Opinion: ASP redux: It's about service

When they first appeared about four years ago, ASPs were going to change the way companies buy and use software. They were going to be fabulous, remember?

Whatever happened to all those application service providers? When they first appeared about four years ago, ASPs were going to change the way companies buy and use software. In the process, they were going to make corporate data centers difficult to justify, if not obsolete. Back then, ASPs made outlandish claims that they could provide robust, enterprise-level software and services at a fraction of the typical maintenance and life cycle costs.

They were going to be fabulous, remember?

But stock market reality -- and the sinking of marketing budgets -- have muted the ASP message, forcing ASPs to become more focused on their capabilities and less defensive about the virtues of joint operations with a corporate IT center.

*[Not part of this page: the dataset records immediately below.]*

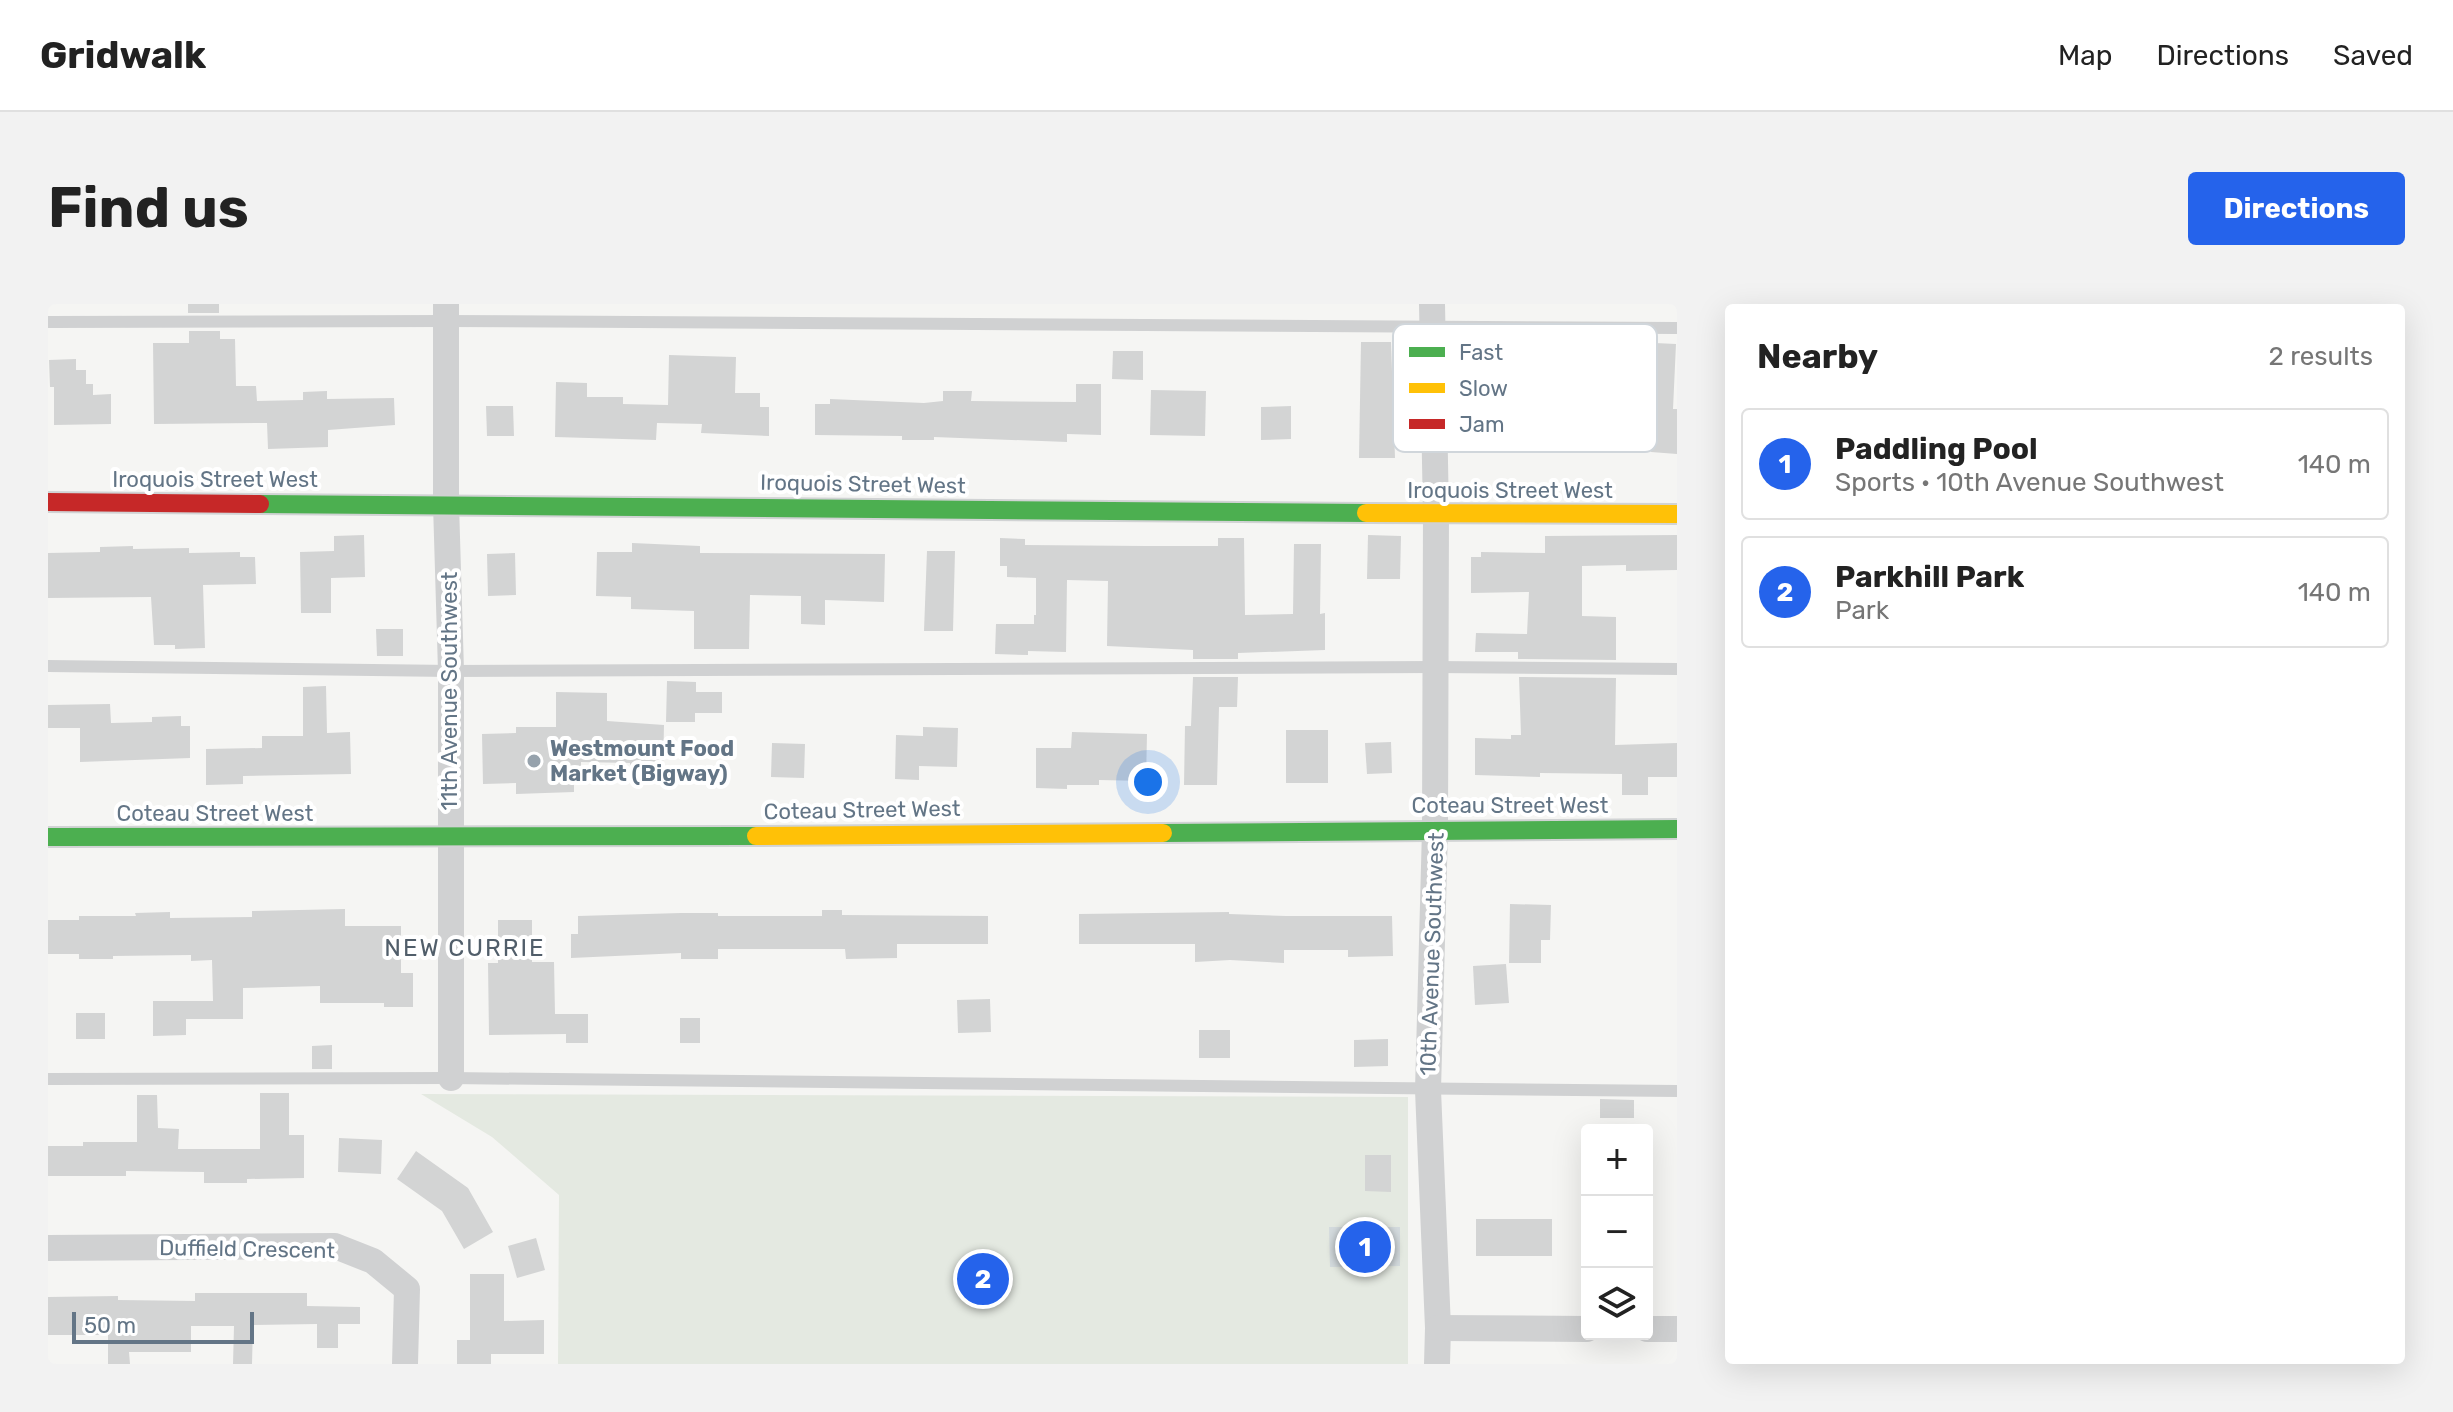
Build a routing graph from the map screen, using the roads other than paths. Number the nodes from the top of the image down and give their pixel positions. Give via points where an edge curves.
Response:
1 (446, 312) edge
2 (1432, 316) edge
3 (48, 322) edge
4 (1595, 324) edge
5 (1657, 327) edge
6 (1677, 328) edge
7 (1435, 452) edge
8 (48, 502) edge
9 (446, 504) junction
10 (1436, 514) junction
11 (1677, 514) edge
12 (48, 666) edge
13 (1435, 667) junction
14 (1677, 669) edge
15 (451, 671) junction
16 (1435, 829) junction
17 (1677, 829) edge
18 (48, 837) edge
19 (449, 838) junction
20 (451, 1078) junction
21 (48, 1079) edge
22 (1428, 1090) junction
23 (1677, 1091) edge
24 (48, 1248) edge
25 (1438, 1328) junction
26 (1581, 1329) edge
27 (1653, 1329) edge
28 (1677, 1329) edge
29 (405, 1364) edge
30 (1437, 1364) edge

1 - 2 lane
1 - 3 lane
1 - 9 street, 11th Avenue Southwest
2 - 4 lane
5 - 6 lane
7 - 10 street, 10th Avenue Southwest
8 - 9 street, Iroquois Street West
9 - 10 street, Iroquois Street West
9 - 15 street, 11th Avenue Southwest
10 - 11 street, Iroquois Street West
10 - 13 street, 10th Avenue Southwest
12 - 15 lane
13 - 14 lane
13 - 15 lane
13 - 16 street, 10th Avenue Southwest
15 - 19 street, 11th Avenue Southwest
16 - 17 street, Coteau Street West
16 - 19 street, Coteau Street West
16 - 22 street, 10th Avenue Southwest
18 - 19 street, Coteau Street West
19 - 20 street, 11th Avenue Southwest
20 - 21 lane
20 - 22 lane
22 - 23 lane
22 - 25 street, 10th Avenue Southwest
24 - 29 street, Duffield Crescent via 335,1246 373,1261 407,1289
25 - 26 street
25 - 30 street, 10th Avenue Southwest
27 - 28 street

Yet, with many once-unassailable IT budgets under siege, there's reason to revisit the cost-saving benefits of employing an ASP. For example, if you're spending 80 percent of your IT budget maintaining existing systems, you can't invest heavily in projects that could generate new business. An ASP might be able to free up some of those maintenance dollars.

Good candidates for shifting to an ASP are human resources and payroll systems or a sales automation program. And given the current competitiveness among ASPs, your deal should include software management as well as hardware services. Many ASPs offer packages that include software from Oracle Corp., Siebel Systems Inc., SAP AG and Ariba Inc., and you can get specific service-level agreements that call for financial penalties and technical accountability when things go wrong.

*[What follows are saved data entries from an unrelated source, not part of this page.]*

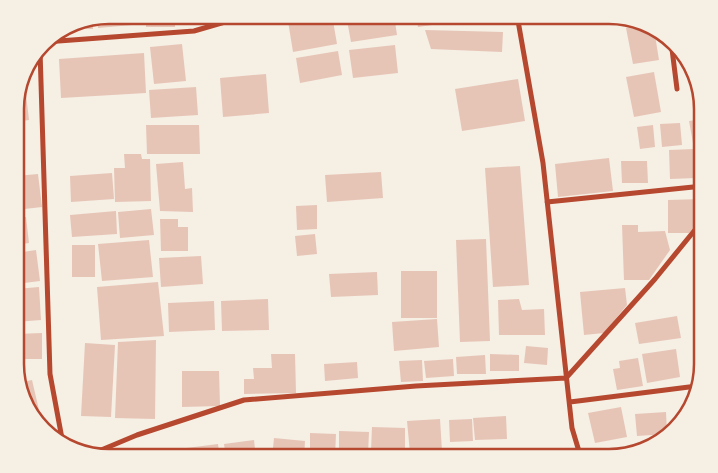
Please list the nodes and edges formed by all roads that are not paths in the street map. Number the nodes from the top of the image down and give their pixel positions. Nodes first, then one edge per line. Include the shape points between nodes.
1 (218, 24) edge
2 (518, 24) edge
3 (58, 41) edge
4 (673, 54) edge
5 (40, 59) edge
6 (677, 89) dead end
7 (694, 187) edge
8 (547, 202) junction
9 (694, 231) edge
10 (566, 378) junction
11 (691, 387) edge
12 (570, 402) junction
13 (61, 434) edge
14 (104, 449) edge
15 (578, 449) edge

1 - 3 street via 194,31
2 - 8 street
4 - 6 street
5 - 13 street via 50,374
7 - 8 street
8 - 10 street
9 - 10 street
10 - 12 street
10 - 14 street via 244,400
11 - 12 street
12 - 15 street

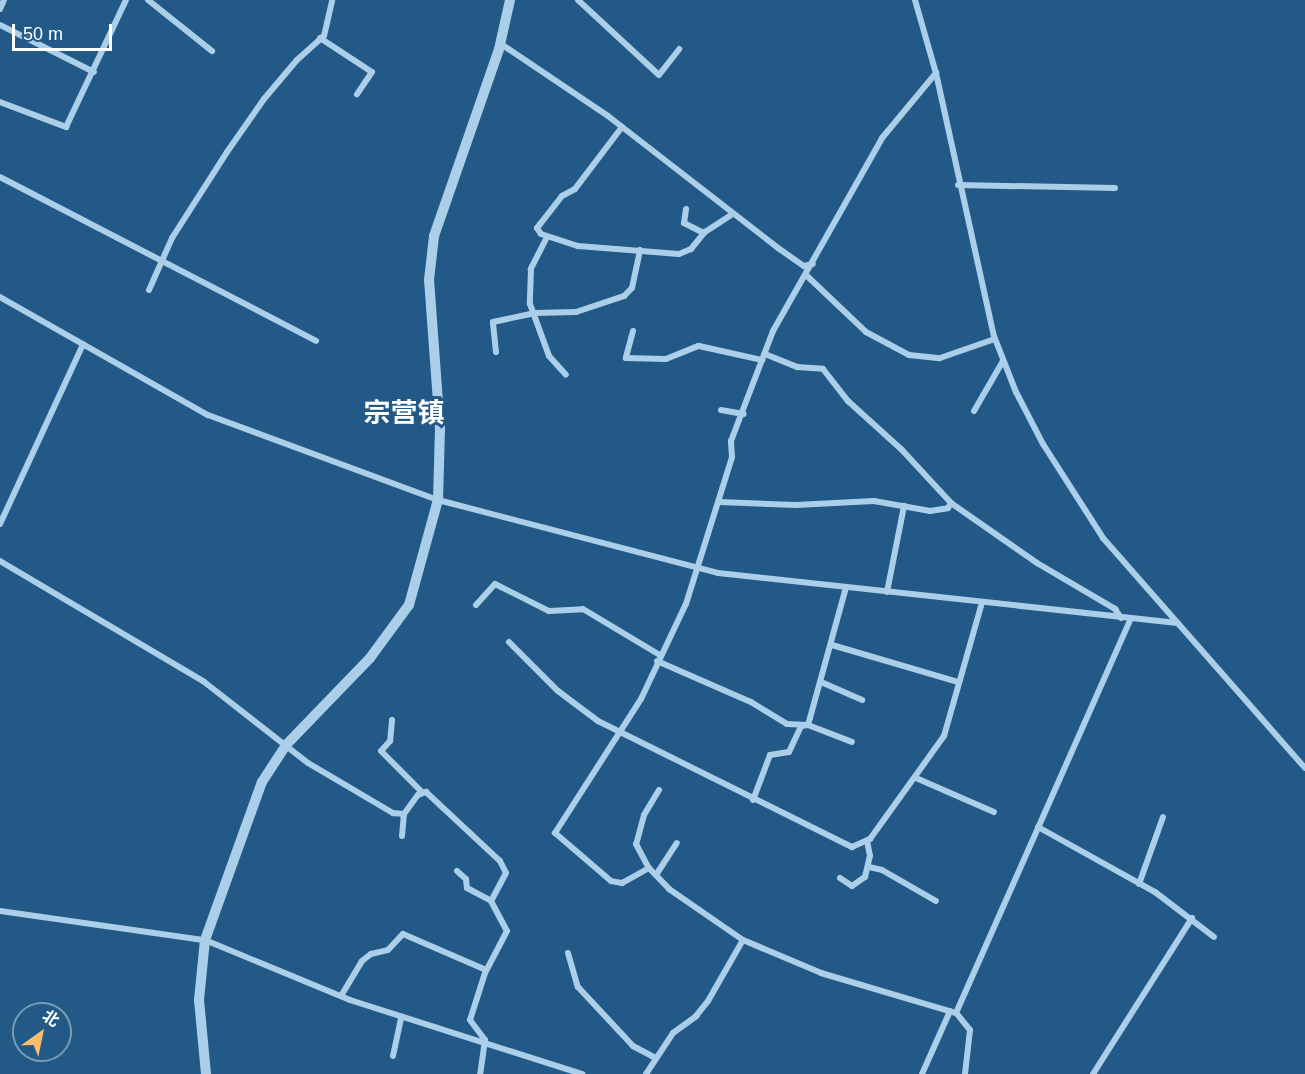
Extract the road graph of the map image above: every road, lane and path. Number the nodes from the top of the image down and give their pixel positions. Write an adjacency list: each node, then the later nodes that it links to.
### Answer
1 (4, 0): 8 (street)
2 (126, 0): 14 (street)
3 (148, 0): 13 (street)
4 (332, 0): 10 (street)
5 (510, 0): 11 (street)
6 (578, 0): 12 (street)
7 (915, 0): 15 (street)
8 (0, 9)
9 (0, 25): 14 (street)
10 (320, 38): 16 (street); 27 (street)
11 (501, 44): 18 (street); 44 (street)
12 (679, 49)
13 (212, 51)
14 (94, 72): 17 (street)
15 (936, 73): 20 (street); 28 (street)
16 (357, 94)
17 (0, 102)
18 (622, 127): 23 (street); 25 (street)
19 (0, 177): 27 (street)
20 (958, 184): 21 (street); 34 (street)
21 (1115, 188)
22 (686, 209): 24 (street)
23 (733, 214): 24 (street); 28 (street)
24 (704, 233): 26 (street)
25 (547, 237): 26 (street); 32 (street)
26 (640, 250): 32 (street)
27 (161, 261): 30 (street); 35 (street)
28 (813, 264): 29 (street)
29 (806, 275): 34 (street); 38 (street)
30 (149, 290)
31 (0, 297): 36 (street)
32 (535, 313): 37 (street); 40 (street)
33 (633, 331): 38 (street)
34 (995, 339): 39 (street)
35 (316, 341)
36 (83, 344): 44 (street); 48 (street)
37 (496, 352)
38 (764, 357): 43 (street); 46 (street)
39 (1003, 361): 42 (street); 57 (street)
40 (566, 375)
41 (721, 410): 43 (street)
42 (974, 411)
43 (744, 414): 45 (street)
44 (438, 500): 50 (street); 68 (street)
45 (719, 502): 47 (street); 50 (street)
46 (951, 503): 47 (street); 55 (street)
47 (904, 506): 52 (street)
48 (0, 524)
49 (0, 561): 68 (street)
50 (698, 567): 51 (street); 60 (street)
51 (846, 587): 52 (street); 59 (street)
52 (887, 592): 53 (street)
53 (982, 603): 55 (street); 62 (street)
54 (476, 605): 60 (street)
55 (1121, 618): 56 (street)
56 (1130, 620): 57 (street); 77 (street)
57 (1177, 622): 69 (street)
58 (509, 642): 66 (street)
59 (832, 645): 61 (street); 62 (street)
60 (658, 658): 65 (street); 66 (street)
61 (821, 682): 63 (street); 65 (street)
62 (958, 682): 70 (street)
63 (862, 700)
64 (392, 720): 72 (street)
65 (808, 724): 67 (street); 73 (street)
66 (621, 734): 73 (street); 82 (street)
67 (852, 742)
68 (286, 745): 75 (street); 92 (street)
69 (1305, 768)
70 (916, 778): 74 (street); 79 (street)
71 (659, 790): 82 (street)
72 (422, 792): 75 (street); 87 (street)
73 (753, 801): 79 (street)
74 (994, 812)
75 (404, 814): 78 (street)
76 (1163, 817): 86 (street)
77 (1038, 827): 86 (street); 97 (street)
78 (402, 836)
79 (867, 841): 81 (street)
80 (677, 843): 84 (street)
81 (869, 867): 85 (street); 88 (street)
82 (649, 868): 84 (street)
83 (457, 872): 87 (street)
84 (656, 875): 93 (street)
85 (840, 878)
86 (1139, 884): 90 (street)
87 (490, 901): 95 (street)
88 (936, 901)
89 (0, 911): 92 (street)
90 (1192, 918): 91 (street); 108 (street)
91 (1214, 937)
92 (205, 940): 96 (street); 102 (street)
93 (743, 940): 97 (street); 101 (street)
94 (568, 953): 101 (street)
95 (486, 970): 96 (street); 99 (street)
96 (341, 996): 98 (street)
97 (953, 1012): 106 (street); 107 (street)
98 (401, 1017): 99 (street); 100 (street)
99 (483, 1044): 103 (street); 104 (street)
100 (393, 1056)
101 (654, 1057): 105 (street)
102 (206, 1074)
103 (480, 1074)
104 (582, 1074)
105 (646, 1074)
106 (922, 1074)
107 (965, 1074)
108 (1093, 1074)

ASPs have also dropped their anticustomization positions. They discovered that there was no plain-vanilla installation for each customer. Now, deliverables such as reports can be generated on the fly via the Web.

George Kadifa, chairman and CEO of San Carlos, Calif.-based ASP Corio Inc., told me that the value of a company like his is most obvious when software becomes more complex. An ASP's real value, then, isn't in its ability to deliver generic software packages. Rather, the value is in the ability to deliver consistent standards of operation, expertise and customer relations to a business in specific areas. If an ASP lets a cookie-cutter approach to IT drive its business, it's probably not a lot of use to you.

The issues of visibility and control are also being addressed via Web-based technology. ASPs now offer an on-demand, secure environment with views of hardware and software assets, as well as real-time usage data and renewal information.

But the best way for ASPs to regain their lost luster is to demonstrate that they provide "service" and not just an "application." -- Computerworld (US)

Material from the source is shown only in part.